Must be the sunshine and the excitement for Brooklands !

I hope the wrist bands last until then, wont be taking mine off till then last minute of the day ! :wink:


----------



## nutts (May 8, 2002)

rotflmao 



TTotal said:


> I hope the wrist bands last until then, wont be taking mine off till then last minute of the day ! :wink:


----------



## Kell (May 28, 2002)

Well as long as you're not like those numpties that keep their bands on far after the event. Saw womeone with a Glastonbury wristband on for the entire week after.


----------



## Rhod_TT (May 7, 2002)

I know people with Reading festival wristbands from years back (still wearing them).

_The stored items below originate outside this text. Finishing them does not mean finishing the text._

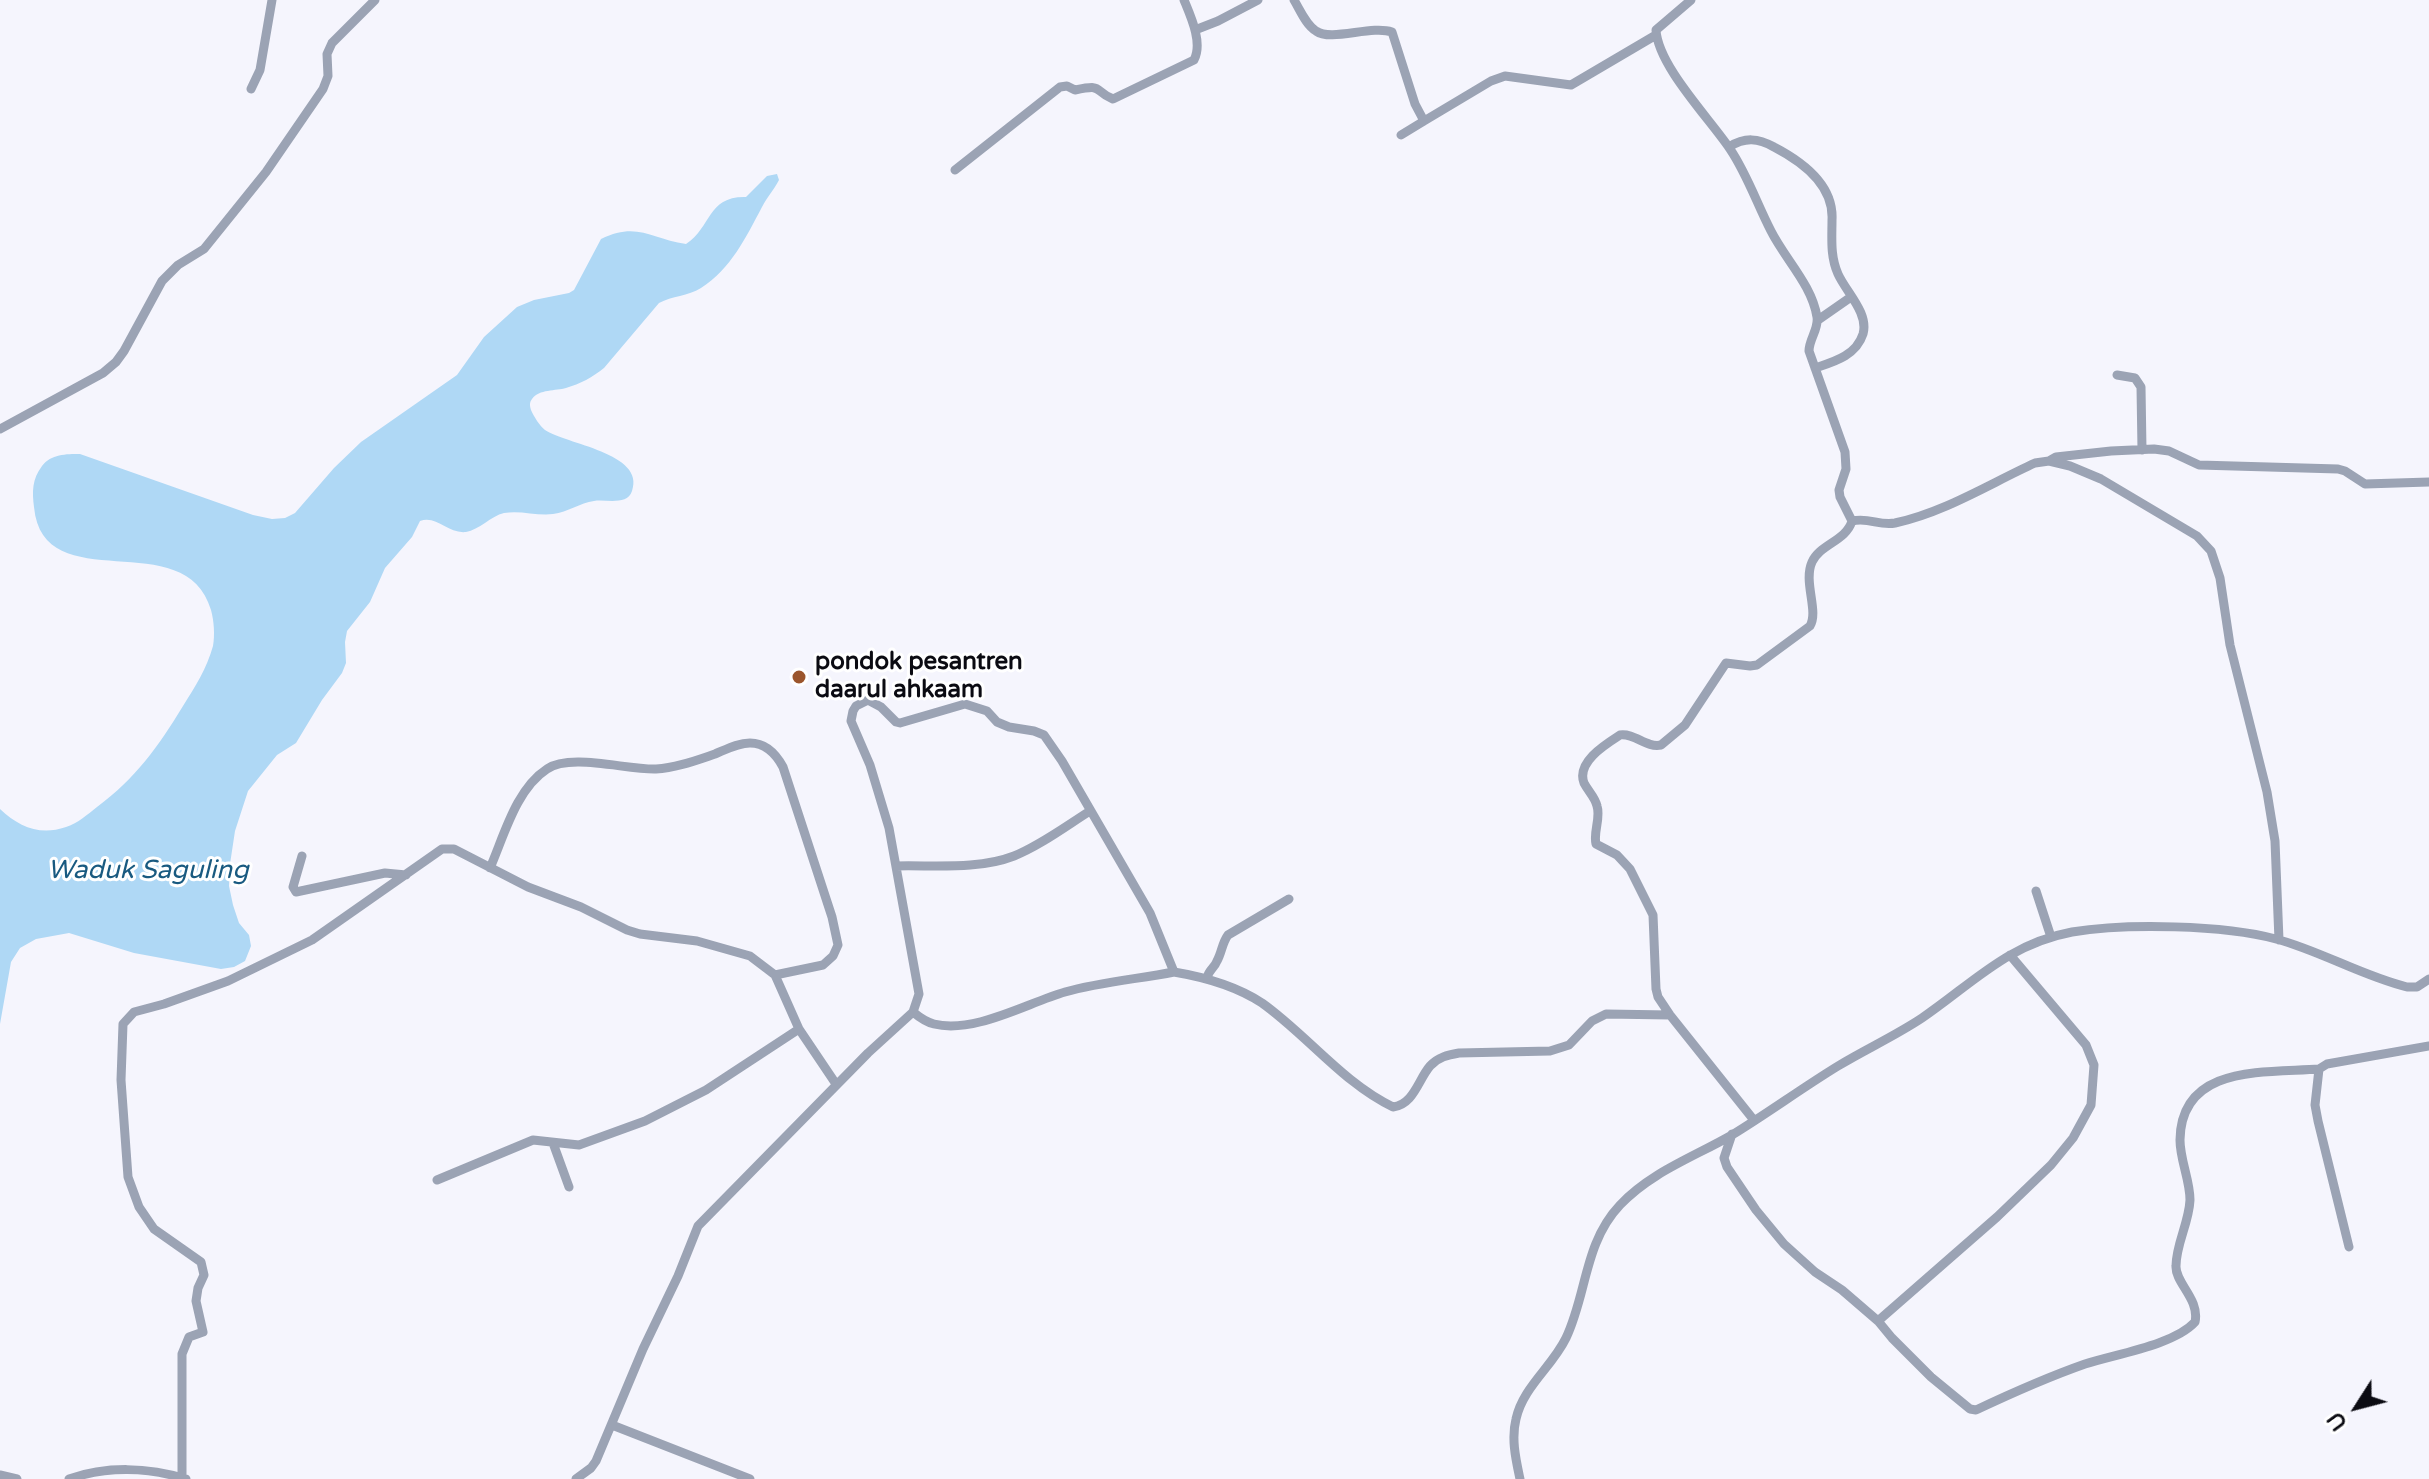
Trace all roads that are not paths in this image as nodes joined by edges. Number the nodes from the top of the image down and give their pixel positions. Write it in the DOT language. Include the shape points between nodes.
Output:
graph roads {
  1 [pos="272,0"];
  2 [pos="375,0"];
  3 [pos="1184,0"];
  4 [pos="1258,0"];
  5 [pos="1294,0"];
  6 [pos="1691,0"];
  7 [pos="1195,30"];
  8 [pos="1656,35"];
  9 [pos="251,89"];
  10 [pos="1424,121"];
  11 [pos="1401,135"];
  12 [pos="1729,147"];
  13 [pos="955,170"];
  14 [pos="1851,297"];
  15 [pos="1818,320"];
  16 [pos="1815,368"];
  17 [pos="2117,375"];
  18 [pos="0,429"];
  19 [pos="2142,450"];
  20 [pos="2049,461"];
  21 [pos="2429,482"];
  22 [pos="1852,521"];
  23 [pos="1090,811"];
  24 [pos="302,856"];
  25 [pos="896,866"];
  26 [pos="490,868"];
  27 [pos="406,875"];
  28 [pos="2036,891"];
  29 [pos="1289,899"];
  30 [pos="2051,937"];
  31 [pos="2279,940"];
  32 [pos="2010,955"];
  33 [pos="1174,972"];
  34 [pos="775,975"];
  35 [pos="1207,978"];
  36 [pos="2429,979"];
  37 [pos="913,1012"];
  38 [pos="1670,1015"];
  39 [pos="799,1029"];
  40 [pos="2429,1046"];
  41 [pos="2319,1069"];
  42 [pos="836,1084"];
  43 [pos="1753,1119"];
  44 [pos="1732,1134"];
  45 [pos="553,1143"];
  46 [pos="437,1180"];
  47 [pos="569,1187"];
  48 [pos="2349,1247"];
  49 [pos="1878,1321"];
  50 [pos="612,1425"];
  51 [pos="0,1475"];
  52 [pos="184,1478"];
  53 [pos="17,1479"];
  54 [pos="69,1479"];
  55 [pos="576,1479"];
  56 [pos="750,1479"];
  57 [pos="1520,1479"];
  1 -- 9 [label="street" via="260,70"];
  2 -- 18 [label="street" via="332,43 326,83 280,153 204,249 162,281 116,362"];
  3 -- 7 [label="street"];
  4 -- 7 [label="street"];
  5 -- 10 [label="street" via="1317,33 1392,32"];
  6 -- 8 [label="street" via="1660,25"];
  7 -- 13 [label="street" via="1197,55 1192,62 1113,99 1096,88 1060,87"];
  8 -- 10 [label="street" via="1571,85 1505,76"];
  8 -- 12 [label="street" via="1684,88"];
  10 -- 11 [label="street"];
  12 -- 14 [label="street" via="1750,139 1762,141 1799,161 1819,182 1831,206 1837,273"];
  12 -- 15 [label="street" via="1771,232 1814,302"];
  14 -- 15 [label="street"];
  14 -- 16 [label="street" via="1861,312 1863,335 1842,359"];
  15 -- 16 [label="street" via="1809,347"];
  16 -- 22 [label="street" via="1845,452 1839,490"];
  17 -- 19 [label="street" via="2140,384"];
  19 -- 20 [label="street"];
  19 -- 21 [label="street" via="2169,451 2199,465 2338,469 2365,484"];
  20 -- 22 [label="street" via="1904,521"];
  20 -- 31 [label="street" via="2101,479 2197,536 2211,551 2267,792 2279,890"];
  22 -- 38 [label="street" via="1811,564 1810,626 1757,665 1726,663 1685,725 1661,745 1620,735 1588,760 1583,773 1598,807 1596,844 1625,864 1653,915 1656,989"];
  23 -- 25 [label="street" via="1014,856"];
  23 -- 25 [label="street" via="1039,732 1009,727 970,704 900,723 868,700 853,711 851,721 882,800"];
  23 -- 33 [label="street" via="1150,913"];
  24 -- 27 [label="street" via="293,887 298,892 385,873"];
  25 -- 37 [label="street" via="919,994"];
  26 -- 27 [label="street" via="447,848"];
  26 -- 34 [label="street" via="627,930 750,956"];
  26 -- 34 [label="street" via="517,806 550,766 567,762 661,769 741,744 760,744 783,767 838,945 823,965"];
  27 -- 52 [label="street" via="287,954 228,981 134,1012 123,1024 125,1154 134,1198 154,1229 199,1259 205,1273 196,1301 203,1332 187,1338 182,1354"];
  28 -- 30 [label="street"];
  29 -- 35 [label="street" via="1228,935"];
  30 -- 31 [label="street" via="2124,927 2216,930"];
  30 -- 32 [label="street"];
  31 -- 36 [label="street" via="2392,983 2417,987"];
  32 -- 43 [label="street" via="1921,1018"];
  32 -- 49 [label="street" via="2086,1045 2094,1065 2091,1105 2051,1165"];
  33 -- 35 [label="street"];
  33 -- 37 [label="street" via="1067,991 979,1022 930,1024"];
  34 -- 39 [label="street"];
  35 -- 38 [label="street" via="1264,1005 1393,1107 1407,1101 1430,1066 1445,1055 1550,1051 1569,1045 1606,1014"];
  37 -- 42 [label="street"];
  38 -- 43 [label="street"];
  39 -- 42 [label="street"];
  39 -- 45 [label="street" via="706,1090 645,1121 583,1145"];
  40 -- 41 [label="street"];
  41 -- 48 [label="street" via="2315,1105"];
  41 -- 49 [label="street" via="2220,1079 2187,1107 2180,1142 2190,1197 2176,1268 2196,1318 2182,1333 2060,1374 1976,1410 1931,1377"];
  42 -- 50 [label="street" via="698,1226"];
  43 -- 44 [label="street"];
  44 -- 49 [label="street" via="1724,1158 1756,1210 1784,1244"];
  44 -- 57 [label="street" via="1655,1177 1611,1217 1587,1262 1565,1339 1518,1410 1513,1435"];
  45 -- 46 [label="street" via="533,1140"];
  45 -- 47 [label="street"];
  50 -- 55 [label="street" via="596,1461"];
  50 -- 56 [label="street"];
  51 -- 53 [label="street"];
  52 -- 54 [label="street" via="125,1469"];
}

The little pressie is wicked and ones for the previous years would be great. Because yes you could line them up just like the racers do at goodwood. Nice.

Rhod


----------



## Private Prozac (Jul 7, 2003)

That's because people who go to Reading or Glastonbury never wash so there's no risk of it getting wet in the shower!!


----------



## purplett (Dec 9, 2002)

Oh, it's a wristband


----------



## nutts (May 8, 2002)

and a... ? :roll:

PS I REALLY hope you weren't expecting a big turbo conversion :wink:



purplett said:


> Oh, it's a wristband


----------



## jampott (Sep 6, 2003)

I don't have a present because noone sent my tickets out


----------



## nutts (May 8, 2002)

* lol *

just because it's you, I'm sure we can add another little pressie in the envelope... :wink: :wink:



jampott said:


> I don't have a present because noone sent my tickets out


----------



## t7 (Nov 2, 2002)

jampott said:


> I don't have a present because noone sent my tickets out


Tim on your order confirmation we sent you a personal message to explain why....IM me if you binned it

L


----------



## nutts (May 8, 2002)

Sorry guys... I had to moderate this thread 'cos it was getting silly and I'm not allowed to have fun anymore. :wink:


----------



## jampott (Sep 6, 2003)

Sorry, did I hear someone say "twat"?


----------



## kmpowell (May 6, 2002)

jampott said:


> Sorry, did I hear someone say "twat"?


Nor mine


----------



## purplett (Dec 9, 2002)

:?:


----------